Я уж не говорю о точно предугаданной картине мировой войны, перерастающей в гражданскую мясорубку, – картине, которой пророчески завершает Герцен свои «Письма». Я не говорю также о том, что он допускает возможность победы революции в одной стране, за шесть десятилетий предвосхищая «гениальное» открытие Ленина. Я даже не говорю о том, что всего через 10 лет, пока Маркс будет продолжать плести свою ученую схоластику, он уже совершенно определенно покажет, что революция произойдет не на Западе, что с Западом в этом отношении покончено. («Все это давно уже кладбище, и никакие более», – подтвердит позже Достоевский.)

Я хочу сказать об открытой им подлинной силе будущего, которую не разглядел Маркс. «…Наконец тяжелое здание феодальной монархии рухнулось, – говорит он, пророчески оглядываясь на прошлое, – долго ломали стены, отбивали замки… еще удар – еще пролом сделан, храбрые вперед, вороты отперты – и толпа хлынула, только не та, которую ждали… Неотразимая волна грязи залила все. (…) Мещане не были произведены революцией… освобожденные, они прошли по трупам освободителей и ввели свой порядок.

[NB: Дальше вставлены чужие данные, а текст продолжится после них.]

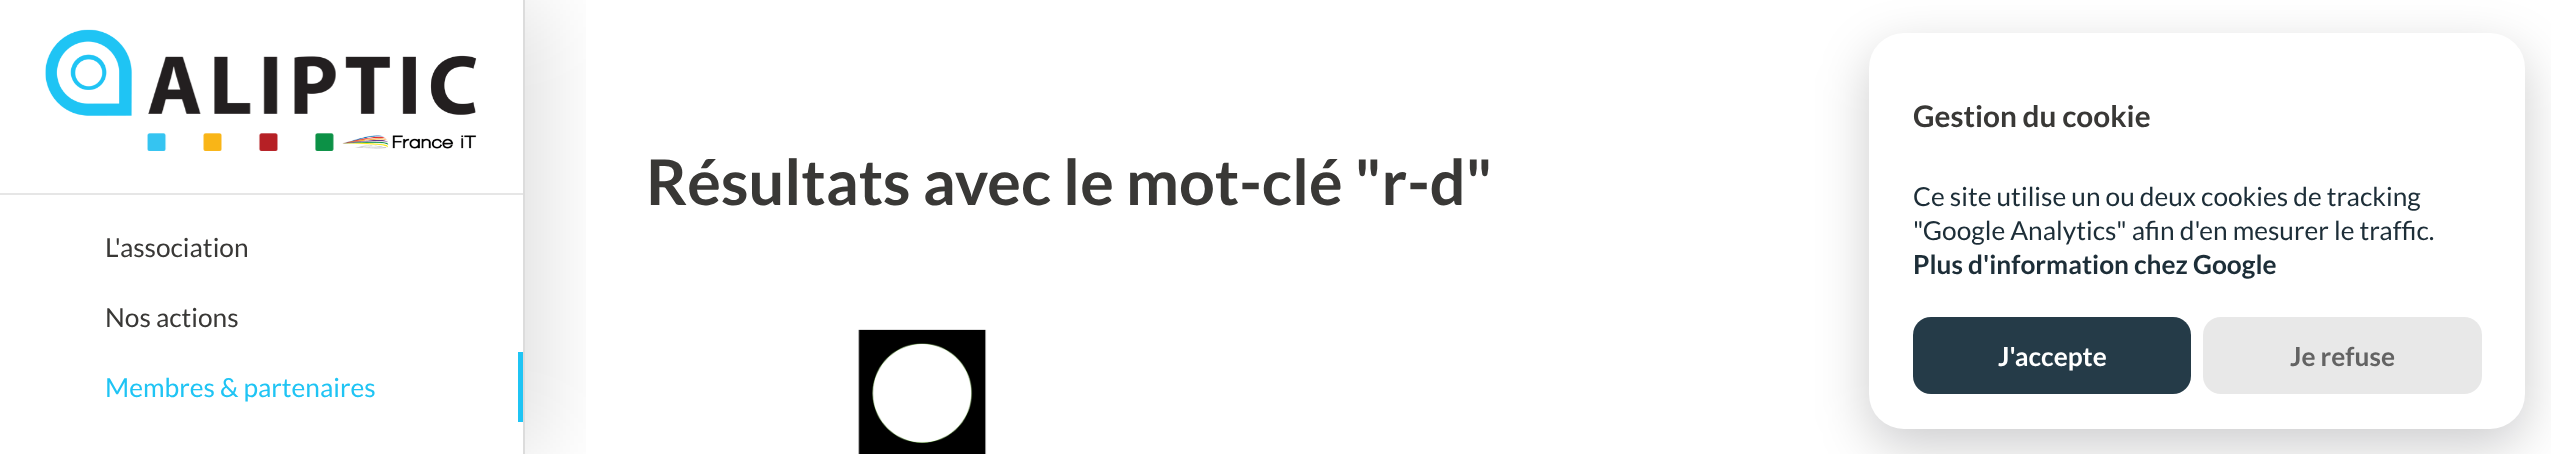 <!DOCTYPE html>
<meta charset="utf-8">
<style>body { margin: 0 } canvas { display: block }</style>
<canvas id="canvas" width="2551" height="454"></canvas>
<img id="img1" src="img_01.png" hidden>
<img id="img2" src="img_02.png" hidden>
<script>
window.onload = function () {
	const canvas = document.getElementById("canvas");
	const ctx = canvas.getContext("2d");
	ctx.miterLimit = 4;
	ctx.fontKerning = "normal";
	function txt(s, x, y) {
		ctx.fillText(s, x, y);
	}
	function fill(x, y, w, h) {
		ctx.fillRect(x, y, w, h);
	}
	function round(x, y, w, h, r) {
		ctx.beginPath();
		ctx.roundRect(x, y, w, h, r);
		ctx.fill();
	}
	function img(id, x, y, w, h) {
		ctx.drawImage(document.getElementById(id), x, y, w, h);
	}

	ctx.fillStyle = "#FFFFFF";
	fill(0, 0, 2551, 454);
	img("img1", 858, 329, 129, 125);
	ctx.save();
	ctx.beginPath();
	ctx.rect(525, 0, 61, 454);
	ctx.clip();
	ctx.fillStyle = "rgba(0, 0, 0, 0.14)";
	ctx.filter = "blur(44px)";
	ctx.beginPath();
	ctx.rect(21, 4, 518, 448);
	ctx.fill();
	ctx.filter = "none";
	ctx.restore();
	ctx.fillStyle = "#DCDCDC";
	fill(523, 0, 2, 454);
	img("img2", 45, 29, 432, 122);
	ctx.fillStyle = "#E6E6E6";
	fill(0, 193, 523, 2);
	ctx.fillStyle = "#1FC4F4";
	fill(518, 352, 5, 70);
	ctx.fillStyle = "rgba(2, 2, 3, 0.2)";
	ctx.filter = "blur(26px)";
	ctx.beginPath();
	ctx.roundRect(1869, 51, 656, 395, 35);
	ctx.fill();
	ctx.filter = "none";
	ctx.fillStyle = "#FFFFFF";
	round(1869, 33, 656, 396, 35);
	ctx.fillStyle = "#253B48";
	round(1913, 317, 278, 77, 18);
	ctx.fillStyle = "#E8E8E8";
	round(2203, 317, 279, 77, 18);
	ctx.font = "bold 63px Lato";
	ctx.fillStyle = "#393836";
	txt("Résultats avec le mot-clé \"r-d\"", 646, 205);
	ctx.font = "26.25px Lato";
	txt("L'association", 105, 257);
	txt("Nos actions", 105, 327);
	ctx.fillStyle = "#1FC4F4";
	txt("Membres & partenaires", 105, 397);
	ctx.font = "bold 29.75px Lato";
	ctx.fillStyle = "#393836";
	txt("Gestion du cookie", 1913, 127);
	ctx.font = "26.25px Lato";
	ctx.fillStyle = "#1D2E38";
	txt("Ce site utilise un ou deux cookies de tracking", 1913, 206);
	txt("\"Google Analytics\" afin d'en mesurer le traffic.", 1913, 240);
	ctx.font = "bold 26.25px Lato";
	txt("Plus d'information chez Google", 1913, 274);
	ctx.fillStyle = "#FFFFFF";
	txt("J'accepte", 1998, 366);
	ctx.fillStyle = "#636363";
	txt("Je refuse", 2290, 366);
};
</script>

Меньшинство было или раздавлено, или распустилось в мещанство»39.

Я хочу добавить, что Герцен, в отличие от Маркса, не обманывался теоретическим различением «буржуазной демократии» и «диктатуры пролетариата», не обманывался относительно «тиранства без тирана», которое «душит без увлеченья, гнетет без веры… из страха – и остается неуловимым, анонимным». Я хочу наконец напомнить его страшное пророчество, основанное на подлинном понимании истории: «Коммунизм пронесется бурно, страшно, кроваво, несправедливо, быстро». И в другом месте: «Социализм разовьется во всех фазах своих до крайних последствий, до нелепостей. Тогда снова вырвется из титанической груди революционного меньшинства крик отрицания, и снова начнется смертная борьба, в которой социализм займет место нынешнего консерватизма и будет побежден грядущею, неизвестною нам революцией».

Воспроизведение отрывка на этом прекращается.